Do Supremo

Serviços públicos

STF reafirma competência da União para legislar sobre telefonia e afasta CDC de PE

Relator do caso, Gilmar Mendes ressalta ainda que a Anatel é órgão regulador competente para expedir normas para o setor

Crédito: Pixabay

O Supremo Tribunal Federal (STF) assinalou, mais uma vez, que é da União a competência para disciplinar a prestação dos serviços públicos de telecomunicações. Por maioria, por meio do plenário virtual, os ministros entenderam que o Código de Defesa do Consumidor de Pernambuco não se aplica às empresas de telefonia.

“Uma vez que a União é a responsável pela prestação dos serviços de telecomunicações, também lhe cabe legislar sobre o regime das empresas concessionárias e permissionárias dos referidos serviços, os direitos dos usuários, as políticas tarifárias e a obrigação de manter o serviço adequado”, disse, no voto, o ministro Gilmar Mendes relator do caso.

Assim, a Corte julgou procedente a Ação Direta de Inconstitucionalidade 6.086, que pedia a exclusão das prestadoras de serviço de telefonia fixa e móvel e de acesso à internet da aplicação de dispositivos do código estadual do consumidor (Lei estadual 16.559/2019). 

A ação foi ajuizada pela Associação das Operadoras de Celulares (Acel) e pela Associação Brasileira de Concessionárias de Serviço Telefônico Fixo Comutado (Abrafix). Entre outros dispositivos, a norma impugnada trata da devolução de valores cobrados indevidamente, do tempo de espera de atendimento e das obrigações das empresas de postarem, com antecedência mínima de 10 dias da data do vencimento, os boletos bancários e demais documentos de cobrança.

Os ministros Marco Aurélio, Luiz Edson Fachin, Ricardo Lewandowski e Rosa Weber ficaram vencidos. O julgamento ocorreu na sessão virtual encerrada em 19 de dezembro, último dia de trabalho da Corte antes do recesso. 

A maioria dos ministros, no entanto, aderiu ao voto do relator e à tese da defesa, que argumentou que o texto constitucional não deixa “qualquer margem para dúvida” sobre a competência privativa da União para legislar não só sobre telecomunicações, como também sobre a exploração dos serviços oferecidos aos usuários, em virtude da natureza de serviço público.

“Essa competência privativa da União decorre de uma razão muito simples: há um sistema nacional que deve obedecer a um ordenamento jurídico uniforme em todo o território nacional, estabelecido a partir de disposições constitucionais e de leis federais”, disseram as entidades.
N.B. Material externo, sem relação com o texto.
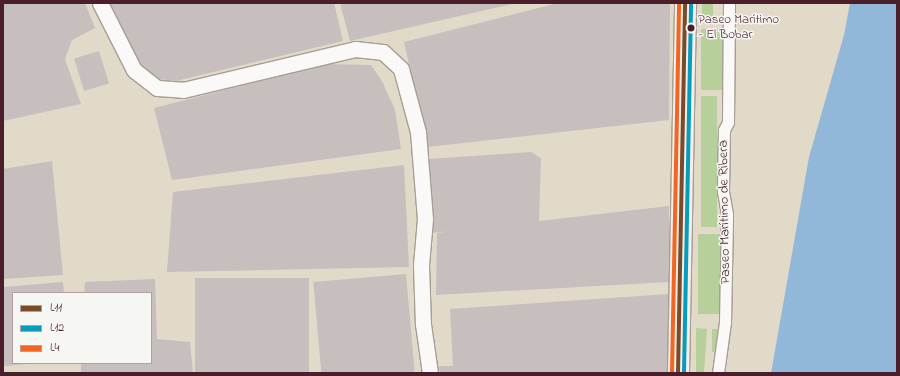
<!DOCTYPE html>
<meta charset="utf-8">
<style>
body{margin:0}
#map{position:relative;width:900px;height:376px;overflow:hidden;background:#e2dac8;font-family:"Indie Flower",sans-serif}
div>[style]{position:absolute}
.green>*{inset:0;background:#b6cf9b;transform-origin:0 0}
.water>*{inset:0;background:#91b8d8}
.building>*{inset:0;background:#c7bebe;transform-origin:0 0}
.roads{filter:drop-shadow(1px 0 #a79d94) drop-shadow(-1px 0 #a79d94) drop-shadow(0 1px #a79d94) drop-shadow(0 -1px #a79d94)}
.pedestrian>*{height:11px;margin:-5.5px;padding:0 5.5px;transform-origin:5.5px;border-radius:5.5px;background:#fbf9f7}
.minor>*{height:15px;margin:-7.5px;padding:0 7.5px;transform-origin:7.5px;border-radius:7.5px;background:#fbf9f7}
.secondary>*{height:21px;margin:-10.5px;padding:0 10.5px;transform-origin:10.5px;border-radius:10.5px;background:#f4efe8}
.bus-1>*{height:4px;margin:-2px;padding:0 2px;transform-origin:2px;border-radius:2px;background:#7a4b2a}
.bus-2>*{height:4px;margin:-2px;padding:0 2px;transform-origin:2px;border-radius:2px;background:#079bbe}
.bus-3>*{height:4px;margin:-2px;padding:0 2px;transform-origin:2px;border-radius:2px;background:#f26522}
.dots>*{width:11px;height:11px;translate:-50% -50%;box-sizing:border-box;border:2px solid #f6f6f2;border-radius:50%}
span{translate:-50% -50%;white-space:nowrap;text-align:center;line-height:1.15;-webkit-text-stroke:3px #f6f6f2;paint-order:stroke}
.bus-label{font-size:13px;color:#4a1f2b}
.left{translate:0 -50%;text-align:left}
.street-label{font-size:14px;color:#4a1f2b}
.frame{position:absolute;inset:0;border:4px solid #4a1f2b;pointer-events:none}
.legend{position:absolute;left:12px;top:292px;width:140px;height:72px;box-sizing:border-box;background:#f6f6f2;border:1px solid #b1a0a2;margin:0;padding:5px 7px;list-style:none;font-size:12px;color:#4a1f2b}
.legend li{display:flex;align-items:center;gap:8px;height:20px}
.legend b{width:20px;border:1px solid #b1a0a2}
</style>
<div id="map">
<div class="green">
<div style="left:702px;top:3px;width:11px;height:14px"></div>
<div style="left:701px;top:29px;width:21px;height:61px"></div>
<div style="left:701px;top:96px;width:16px;height:131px"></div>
<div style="left:698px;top:234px;width:23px;height:80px"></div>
<div style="clip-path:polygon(696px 328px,707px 329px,704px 373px,696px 373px)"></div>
<div style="left:712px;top:329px;width:6px;height:23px"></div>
</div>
<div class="water">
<div style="clip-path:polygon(850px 3px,897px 3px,897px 373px,771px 373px,809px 157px,844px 35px)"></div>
</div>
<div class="building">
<div style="clip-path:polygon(3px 3px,85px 3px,95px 28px,72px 40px,65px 59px,81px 104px,3px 121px)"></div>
<div style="clip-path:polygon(109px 3px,334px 3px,343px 41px,176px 81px,158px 79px,139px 64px)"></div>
<div style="clip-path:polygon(340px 3px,512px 3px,512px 4px,350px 41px)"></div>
<div style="clip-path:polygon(558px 3px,670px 3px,669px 120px,427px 147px,404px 42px)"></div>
<div style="left:99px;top:51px;width:34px;height:26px;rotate:73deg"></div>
<div style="clip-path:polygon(326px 64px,371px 65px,382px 81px,395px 110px,401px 149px,172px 180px,154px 108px)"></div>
<div style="clip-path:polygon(531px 152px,541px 158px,539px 221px,669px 206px,669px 282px,436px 295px,437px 233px,454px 231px,431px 233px,429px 159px)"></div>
<div style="clip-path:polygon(52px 161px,63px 275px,3px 279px,3px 169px)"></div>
<div style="clip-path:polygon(404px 165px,409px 267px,167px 272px,173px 192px)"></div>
<div style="left:406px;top:274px;width:99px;height:93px;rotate:85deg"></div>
<div style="left:195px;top:278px;width:114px;height:95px"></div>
<div style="clip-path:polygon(155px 279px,157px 339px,190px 342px,193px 373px,81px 373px,81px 363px,151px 363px,151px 293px,84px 293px,85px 282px)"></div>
<div style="clip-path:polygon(63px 282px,64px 293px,13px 293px,13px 363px,29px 364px,3px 366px,3px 287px)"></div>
<div style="clip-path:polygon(669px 294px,669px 373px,440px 373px,439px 366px,453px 366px,450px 309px)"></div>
</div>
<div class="roads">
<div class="pedestrian">
<div style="left:718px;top:373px;width:51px;rotate:-82.2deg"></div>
<div style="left:725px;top:322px;width:108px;rotate:-88.9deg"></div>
<div style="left:727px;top:214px;width:23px;rotate:-100deg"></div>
<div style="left:723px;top:191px;width:61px;rotate:-89.1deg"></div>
<div style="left:724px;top:130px;width:9px;rotate:-63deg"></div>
<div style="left:728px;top:122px;width:119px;rotate:-89.5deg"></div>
</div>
<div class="minor">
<div style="left:100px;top:3px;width:75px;rotate:63.1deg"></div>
<div style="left:134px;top:70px;width:29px;rotate:38deg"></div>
<div style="left:157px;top:88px;width:26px;rotate:4deg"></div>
<div style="left:183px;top:90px;width:177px;rotate:-13.4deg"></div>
<div style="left:355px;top:49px;width:28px;rotate:6deg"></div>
<div style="left:383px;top:52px;width:25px;rotate:43deg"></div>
<div style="left:401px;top:69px;width:65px;rotate:74.9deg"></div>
<div style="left:418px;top:132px;width:87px;rotate:85.4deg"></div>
<div style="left:425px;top:219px;width:46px;rotate:95deg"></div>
<div style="left:421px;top:265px;width:59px;rotate:88.1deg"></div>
<div style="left:423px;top:324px;width:49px;rotate:81.9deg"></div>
</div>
<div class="secondary">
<div style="left:678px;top:373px;width:370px;rotate:-88.9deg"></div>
</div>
</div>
<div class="bus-1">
<div style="left:678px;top:373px;width:370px;rotate:-88.9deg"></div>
</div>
<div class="bus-2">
<div style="left:684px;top:373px;width:370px;rotate:-88.9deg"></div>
</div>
<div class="bus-3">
<div style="left:672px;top:373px;width:370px;rotate:-88.9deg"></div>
</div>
<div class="dots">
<div style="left:691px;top:28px;background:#4a1f2b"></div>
</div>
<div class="bus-label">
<span class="left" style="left:698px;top:28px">Paseo Marítimo<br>- El Bobar</span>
</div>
<div class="street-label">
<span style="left:725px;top:212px;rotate:-91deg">Paseo Marítimo de Ribera</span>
</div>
<div class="frame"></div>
<ul class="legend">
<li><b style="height:5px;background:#7a4b2a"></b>L11</li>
<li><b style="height:5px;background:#079bbe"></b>L12</li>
<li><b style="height:5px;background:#f26522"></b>L4</li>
</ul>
</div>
No julgamento da ADI 4.478, o ministro Gilmar Mendes já havia comentado a “necessidade de que houvesse um tratamento unitário, nacional, sob pena de se criarem ‘ilhas’ que acabam por onerar o serviço que é regulado nacionalmente”. Para o ministro, autorizar que cada estado crie as próprias regras para o setor é incorrer no risco de fragmentar a proteção ao consumidor e criar desigualdades entre eles.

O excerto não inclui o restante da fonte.